Dessa vez, a voz soou muito clara. Zhang Dongguan virou-se subitamente, desconfiado, observando os ajudantes ao seu redor. Será que estavam pregando-lhe uma peça? Ou teria ele encontrado um fantasma em pleno dia? Que coisa estranha.

— Zhang Dongguan, você não encontrou um fantasma, apenas esbarrou em mim, o Senhor dos Céus.

— O quê? O Senhor dos Céus? — Zhang Dongguan estremeceu, suas pernas cederam, e ele caiu de joelhos. Ora, bastou pensar no Senhor dos Céus para que Ele aparecesse.

— Mestre Zhang, o que houve? — O Imperador nem sequer estava ali, por que o mestre Zhang estava ajoelhado no chão?

— Nada, nada... É só a dor nas pernas atacando de novo — Zhang Dongguan, trêmulo, apoiou-se no fogão improvisado e levantou-se com dificuldade. — Continuem, vou ao banheiro e já volto. — Dito isso, tirou o avental e saiu apressado.

Os ajudantes olharam intrigados para as costas de Zhang Dongguan, cheios de dúvidas: o que será que deu no mestre Zhang hoje?

Zhang Dongguan, cauteloso, dirigiu-se a um local isolado, olhou para o céu e perguntou baixinho:

— Senhor dos Céus, é mesmo o senhor?

— Naturalmente sou eu.

Zhang Dongguan olhou ao redor, e, além do mato, não viu ninguém. Caiu de joelhos outra vez, completamente atônito. Em mais de setenta anos de vida, jamais vivera algo assim. O Senhor dos Céus realmente existia, mas por que Ele o procuraria? Será que aquele espirro enquanto preparava o café da manhã do Imperador tinha chegado aos ouvidos do Senhor dos Céus, e agora Ele vinha cobrar-lhe por isso?

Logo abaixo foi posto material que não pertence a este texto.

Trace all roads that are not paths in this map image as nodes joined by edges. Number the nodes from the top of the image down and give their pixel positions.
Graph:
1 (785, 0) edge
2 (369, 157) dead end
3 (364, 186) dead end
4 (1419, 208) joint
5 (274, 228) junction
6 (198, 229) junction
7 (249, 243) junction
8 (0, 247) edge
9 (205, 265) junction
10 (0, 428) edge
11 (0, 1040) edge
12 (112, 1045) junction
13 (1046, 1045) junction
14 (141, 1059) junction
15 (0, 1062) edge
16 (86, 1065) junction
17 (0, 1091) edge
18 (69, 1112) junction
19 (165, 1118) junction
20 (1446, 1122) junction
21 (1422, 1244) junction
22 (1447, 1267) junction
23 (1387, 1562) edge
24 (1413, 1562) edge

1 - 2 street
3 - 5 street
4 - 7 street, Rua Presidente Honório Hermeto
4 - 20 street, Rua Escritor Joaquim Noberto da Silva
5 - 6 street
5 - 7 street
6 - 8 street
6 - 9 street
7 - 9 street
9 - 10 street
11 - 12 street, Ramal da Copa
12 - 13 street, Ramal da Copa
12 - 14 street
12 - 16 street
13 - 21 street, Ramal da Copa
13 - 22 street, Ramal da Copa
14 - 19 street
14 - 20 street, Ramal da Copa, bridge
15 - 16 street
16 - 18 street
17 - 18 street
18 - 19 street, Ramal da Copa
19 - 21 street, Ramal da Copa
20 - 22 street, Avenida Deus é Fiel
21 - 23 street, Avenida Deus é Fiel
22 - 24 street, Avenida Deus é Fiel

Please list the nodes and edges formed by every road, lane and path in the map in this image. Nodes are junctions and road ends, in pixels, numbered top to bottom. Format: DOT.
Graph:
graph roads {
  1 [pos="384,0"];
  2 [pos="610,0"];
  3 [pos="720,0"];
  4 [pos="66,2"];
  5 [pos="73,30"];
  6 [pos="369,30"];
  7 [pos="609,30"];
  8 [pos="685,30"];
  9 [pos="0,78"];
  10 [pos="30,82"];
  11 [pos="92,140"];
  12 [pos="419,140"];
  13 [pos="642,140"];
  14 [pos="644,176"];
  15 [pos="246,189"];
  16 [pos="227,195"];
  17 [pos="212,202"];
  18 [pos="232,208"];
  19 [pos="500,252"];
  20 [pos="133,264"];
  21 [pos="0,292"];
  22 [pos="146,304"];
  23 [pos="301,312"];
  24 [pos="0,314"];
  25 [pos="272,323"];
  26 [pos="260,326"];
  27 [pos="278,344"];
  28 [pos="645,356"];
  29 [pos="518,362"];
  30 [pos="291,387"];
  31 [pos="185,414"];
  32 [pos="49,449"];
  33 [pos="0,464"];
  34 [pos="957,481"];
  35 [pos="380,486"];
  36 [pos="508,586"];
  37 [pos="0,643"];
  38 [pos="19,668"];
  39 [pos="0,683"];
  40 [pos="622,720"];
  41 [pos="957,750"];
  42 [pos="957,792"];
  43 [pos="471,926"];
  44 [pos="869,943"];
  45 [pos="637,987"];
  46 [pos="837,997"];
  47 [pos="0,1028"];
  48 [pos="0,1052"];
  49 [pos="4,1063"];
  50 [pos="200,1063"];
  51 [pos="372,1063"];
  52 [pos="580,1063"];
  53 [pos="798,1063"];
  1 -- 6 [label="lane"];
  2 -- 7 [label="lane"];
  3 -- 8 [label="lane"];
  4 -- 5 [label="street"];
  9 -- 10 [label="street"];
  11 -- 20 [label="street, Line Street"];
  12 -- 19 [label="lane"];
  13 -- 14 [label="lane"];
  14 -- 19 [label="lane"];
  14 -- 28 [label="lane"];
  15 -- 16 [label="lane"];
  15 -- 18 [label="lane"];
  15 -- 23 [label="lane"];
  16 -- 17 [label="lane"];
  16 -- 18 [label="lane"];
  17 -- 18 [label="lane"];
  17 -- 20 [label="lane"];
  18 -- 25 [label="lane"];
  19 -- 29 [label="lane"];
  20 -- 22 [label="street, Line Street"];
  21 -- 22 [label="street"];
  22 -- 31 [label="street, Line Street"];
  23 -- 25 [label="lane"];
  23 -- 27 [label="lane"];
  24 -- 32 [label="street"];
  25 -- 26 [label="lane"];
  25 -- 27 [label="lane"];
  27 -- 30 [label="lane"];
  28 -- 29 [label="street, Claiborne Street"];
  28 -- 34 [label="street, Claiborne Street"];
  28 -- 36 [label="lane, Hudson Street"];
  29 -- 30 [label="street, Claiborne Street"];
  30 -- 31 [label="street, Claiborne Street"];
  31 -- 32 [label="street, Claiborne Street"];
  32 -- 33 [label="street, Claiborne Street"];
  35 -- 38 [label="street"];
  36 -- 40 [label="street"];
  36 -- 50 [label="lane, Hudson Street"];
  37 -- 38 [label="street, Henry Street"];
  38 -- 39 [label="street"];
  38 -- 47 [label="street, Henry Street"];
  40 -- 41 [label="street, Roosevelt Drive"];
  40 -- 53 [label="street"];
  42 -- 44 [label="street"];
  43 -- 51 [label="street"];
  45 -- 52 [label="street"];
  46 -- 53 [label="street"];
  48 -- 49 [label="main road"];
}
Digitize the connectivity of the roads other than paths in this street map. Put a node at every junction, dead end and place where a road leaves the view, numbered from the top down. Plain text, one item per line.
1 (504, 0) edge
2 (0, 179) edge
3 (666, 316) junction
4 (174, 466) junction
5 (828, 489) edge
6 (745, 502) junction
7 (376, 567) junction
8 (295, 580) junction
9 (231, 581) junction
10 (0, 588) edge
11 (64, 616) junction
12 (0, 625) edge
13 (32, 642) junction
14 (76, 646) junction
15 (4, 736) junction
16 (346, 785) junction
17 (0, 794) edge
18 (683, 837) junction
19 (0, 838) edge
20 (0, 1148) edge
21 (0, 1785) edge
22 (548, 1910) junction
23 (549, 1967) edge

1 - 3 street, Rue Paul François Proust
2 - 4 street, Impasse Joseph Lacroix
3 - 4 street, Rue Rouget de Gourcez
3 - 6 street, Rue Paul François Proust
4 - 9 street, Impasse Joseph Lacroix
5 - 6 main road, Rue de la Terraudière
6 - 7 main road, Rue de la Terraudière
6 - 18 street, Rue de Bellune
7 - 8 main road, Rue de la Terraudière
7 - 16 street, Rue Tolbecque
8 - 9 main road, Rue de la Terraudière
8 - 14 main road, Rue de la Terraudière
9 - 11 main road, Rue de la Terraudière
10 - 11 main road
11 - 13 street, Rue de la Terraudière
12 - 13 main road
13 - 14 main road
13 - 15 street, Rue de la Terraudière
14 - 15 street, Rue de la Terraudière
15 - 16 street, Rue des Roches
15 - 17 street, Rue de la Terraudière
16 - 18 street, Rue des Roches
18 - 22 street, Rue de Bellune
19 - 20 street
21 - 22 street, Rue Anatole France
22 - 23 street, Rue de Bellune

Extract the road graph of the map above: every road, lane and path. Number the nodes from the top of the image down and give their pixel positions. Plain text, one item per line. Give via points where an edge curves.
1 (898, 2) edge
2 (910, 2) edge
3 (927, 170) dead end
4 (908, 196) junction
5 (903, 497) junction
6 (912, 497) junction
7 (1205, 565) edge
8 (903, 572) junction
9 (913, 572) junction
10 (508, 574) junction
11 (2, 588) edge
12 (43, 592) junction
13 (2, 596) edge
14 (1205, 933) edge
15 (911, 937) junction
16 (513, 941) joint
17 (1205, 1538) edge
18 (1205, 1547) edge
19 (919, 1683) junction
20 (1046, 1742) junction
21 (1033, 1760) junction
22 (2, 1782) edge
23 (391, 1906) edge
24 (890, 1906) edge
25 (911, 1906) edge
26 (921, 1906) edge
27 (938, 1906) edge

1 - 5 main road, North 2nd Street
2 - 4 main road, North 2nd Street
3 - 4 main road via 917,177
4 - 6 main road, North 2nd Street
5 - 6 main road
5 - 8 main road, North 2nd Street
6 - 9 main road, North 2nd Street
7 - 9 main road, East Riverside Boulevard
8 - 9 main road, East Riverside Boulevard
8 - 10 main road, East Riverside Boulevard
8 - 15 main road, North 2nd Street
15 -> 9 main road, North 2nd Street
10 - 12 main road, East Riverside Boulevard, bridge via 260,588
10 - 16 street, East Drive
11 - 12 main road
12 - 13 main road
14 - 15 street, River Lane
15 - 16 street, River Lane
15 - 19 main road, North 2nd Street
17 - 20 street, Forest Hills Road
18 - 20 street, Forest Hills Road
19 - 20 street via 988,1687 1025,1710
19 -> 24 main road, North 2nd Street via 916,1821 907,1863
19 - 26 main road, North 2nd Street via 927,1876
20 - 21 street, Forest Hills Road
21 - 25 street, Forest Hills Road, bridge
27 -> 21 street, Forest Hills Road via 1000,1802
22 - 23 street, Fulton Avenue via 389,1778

— Senhor dos Céus, aquele espirro de manhã não foi de propósito, eu não consegui segurar. Por favor, seja generoso e perdoe este humilde servo — Zhang Dongguan apressou-se em bater a cabeça no chão, pois não queria morrer assim; ainda tinha esposa e filhos esperando por ele para desfrutar a velhice em casa.

Deitado no sofá, Li Dacheng, ao receber a mensagem de Zhang Dongguan pelo WeChat, ficou ligeiramente surpreso: aquele velho era mesmo medroso! Nem sequer lhe fizera perguntas, e ele já confessava tudo.

— Zhang Dongguan, você sabe por que vim procurá-lo?

— Não foi por causa do espirro?

— Zhang Dongguan, sua habilidade culinária é extraordinária; ouvi muitas histórias sobre você aqui nos céus. Gostaria de saber se teria interesse em, após sua morte, trabalhar ao meu lado como cozinheiro?

— O quê?

— Na verdade, tenho outro nome, sou também quem vocês chamam de Rei do Fogão.

Rei do Fogão?

Zhang Dongguan assustou-se. Que cozinheiro não reverenciava o Rei do Fogão? Ele era o deus que protegia as cozinhas; se alguém deixasse de cultuá-lo, a comida não sairia boa. Quando entrou como aprendiz, a primeira coisa não foi saudar o mestre, mas sim o Rei do Fogão.

O Senhor dos Céus também era o Rei do Fogão? Fazia sentido: o Senhor dos Céus era a entidade suprema, onisciente, onipotente, capaz de tudo; era natural que acumulasse funções, assim como o ministro He Shen.

Trabalhar ao lado do Rei do Fogão após a morte? Isso não significava tornar-se um deus? Soava grandioso. Mas, mais do que tornar-se divino, aprender culinária com o próprio Rei do Fogão seria um privilégio para a próxima vida.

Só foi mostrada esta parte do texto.